• **Problem to solve**
Work out how many lines in the entries below contain the string "middle". Reply with that figure alone.

Stored data:
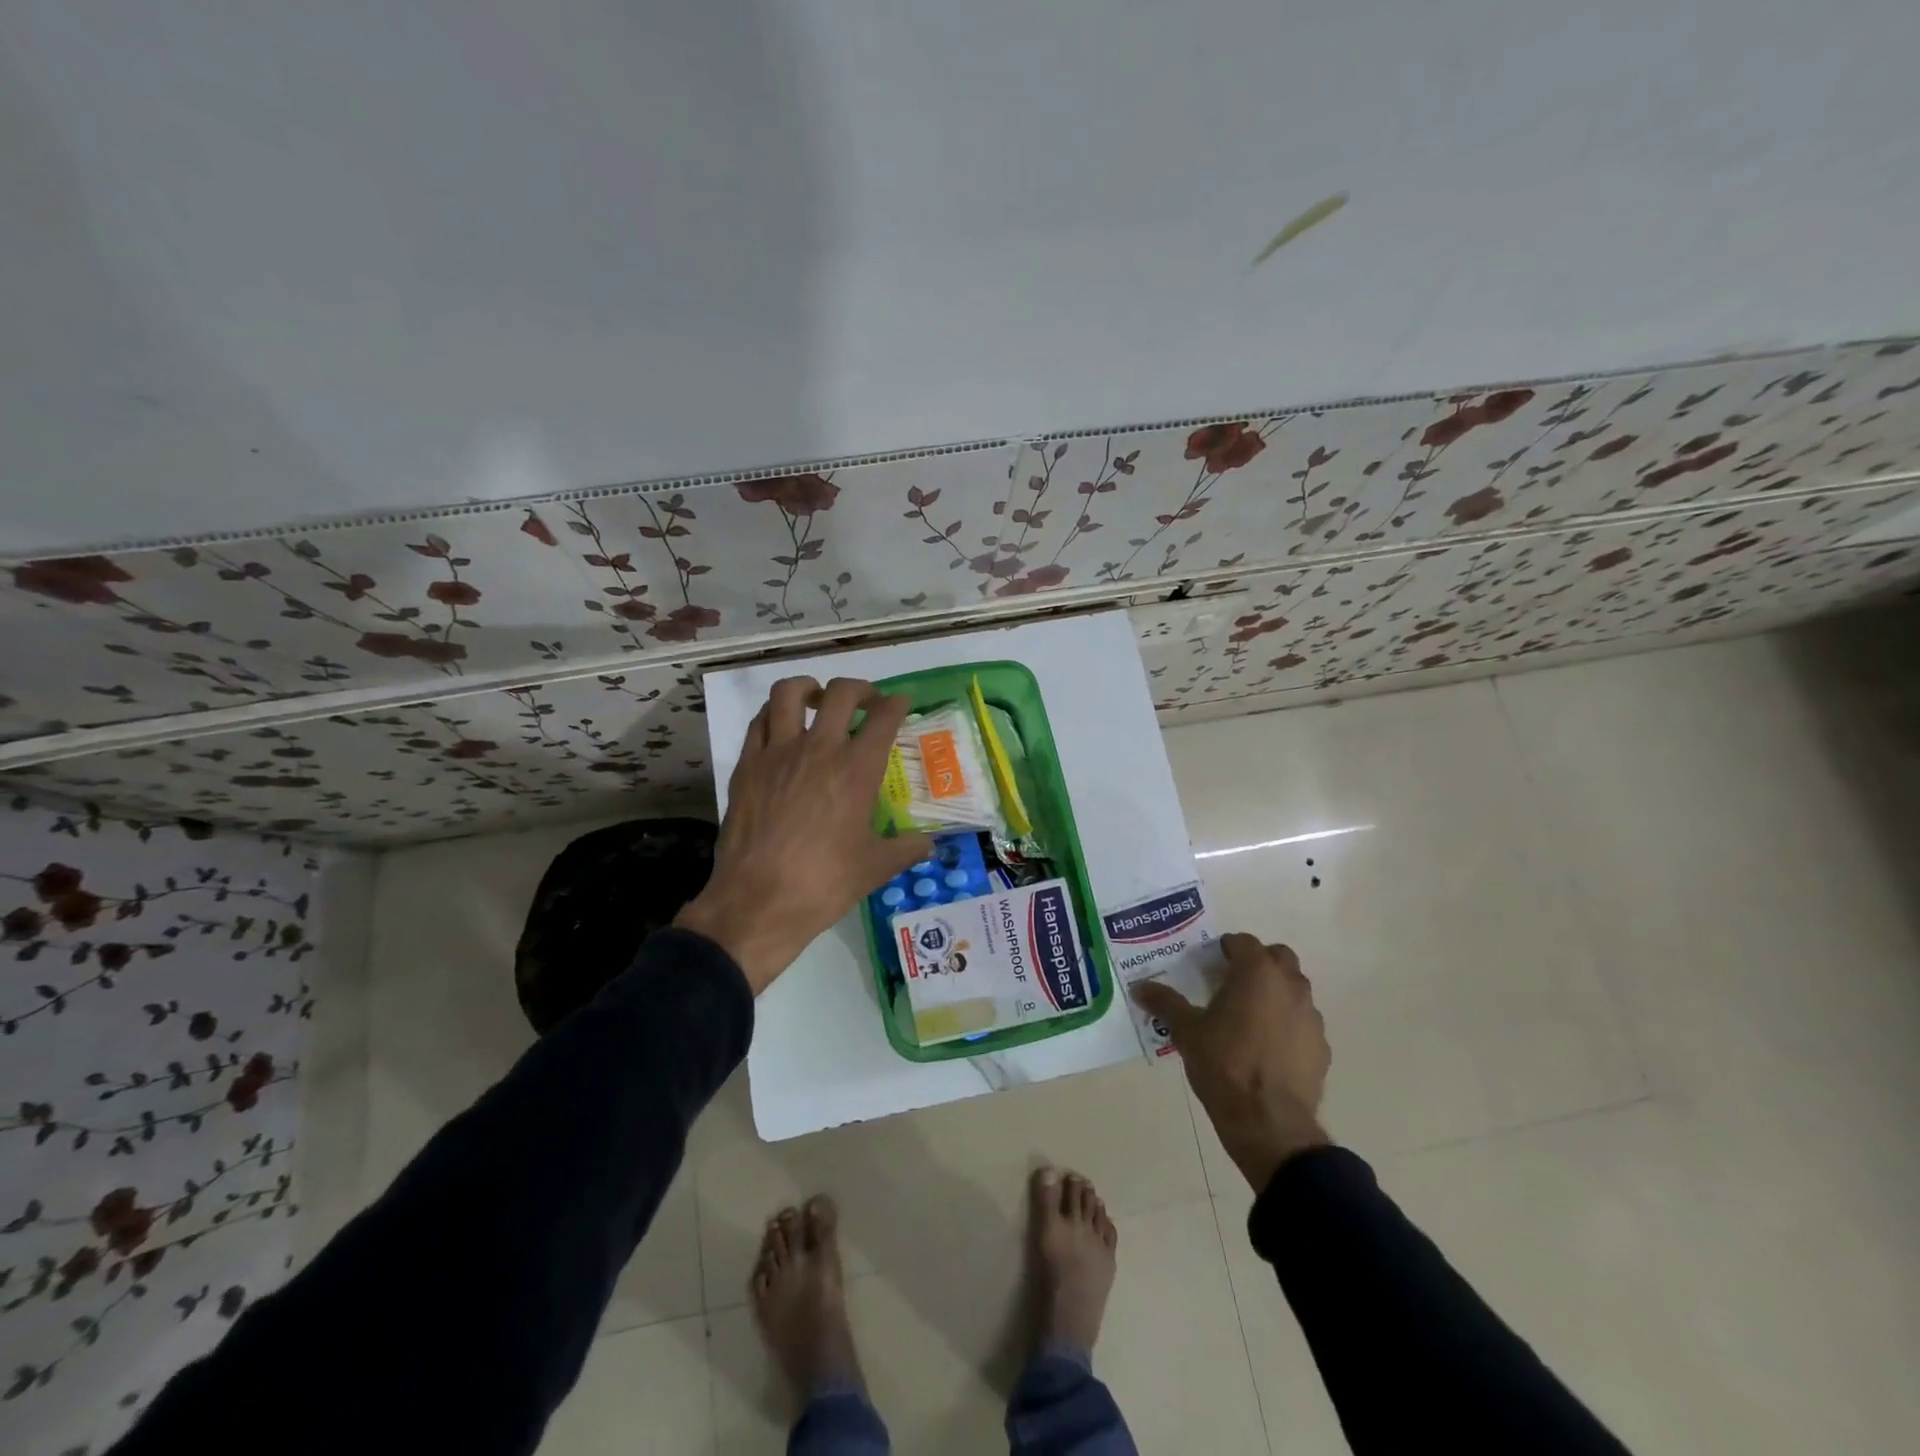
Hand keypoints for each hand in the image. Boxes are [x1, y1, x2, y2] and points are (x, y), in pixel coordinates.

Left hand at [675, 676, 932, 994]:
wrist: (758, 902)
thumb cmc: (825, 884)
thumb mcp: (875, 868)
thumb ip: (906, 849)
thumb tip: (930, 845)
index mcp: (857, 769)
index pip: (883, 717)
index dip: (897, 703)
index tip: (901, 703)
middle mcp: (819, 749)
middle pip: (840, 693)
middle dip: (860, 689)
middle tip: (865, 701)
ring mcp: (777, 753)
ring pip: (789, 693)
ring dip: (808, 688)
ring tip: (817, 700)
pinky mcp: (746, 765)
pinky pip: (759, 722)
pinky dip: (775, 715)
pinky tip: (782, 729)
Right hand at [1132, 933, 1330, 1192]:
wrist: (1269, 1122)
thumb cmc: (1224, 1065)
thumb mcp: (1186, 1031)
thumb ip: (1165, 1003)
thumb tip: (1139, 987)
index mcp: (1256, 973)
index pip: (1243, 942)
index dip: (1226, 948)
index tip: (1210, 964)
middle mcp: (1289, 986)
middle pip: (1278, 958)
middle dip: (1258, 963)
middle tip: (1232, 982)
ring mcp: (1310, 1017)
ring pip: (1295, 990)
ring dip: (1275, 992)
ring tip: (1249, 1017)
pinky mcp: (1321, 1047)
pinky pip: (1303, 1023)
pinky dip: (1288, 1024)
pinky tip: (1267, 1047)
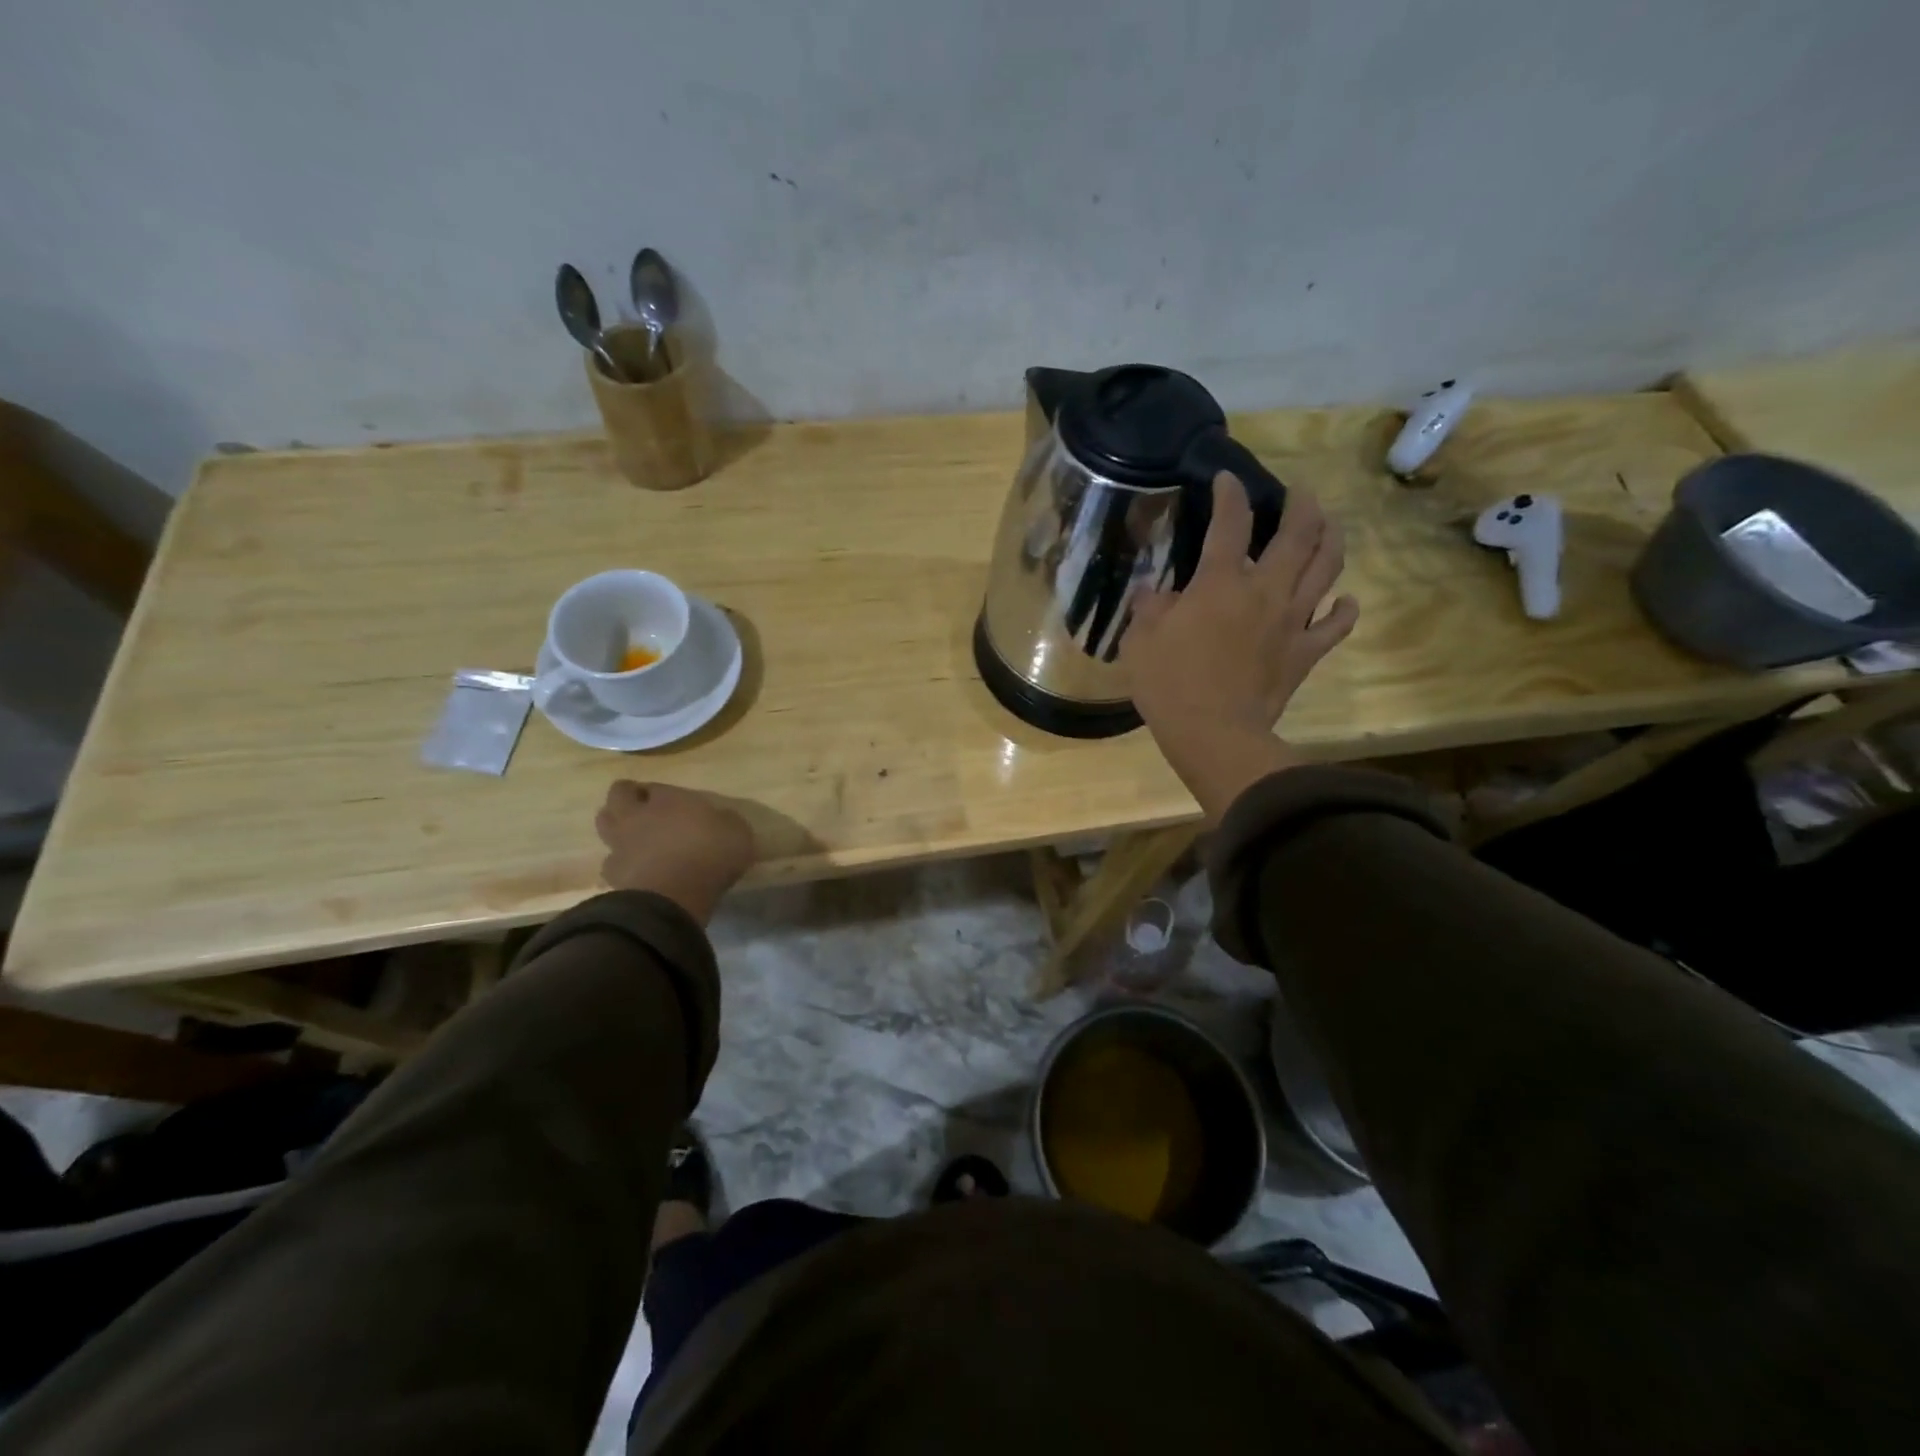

• **Output below**
8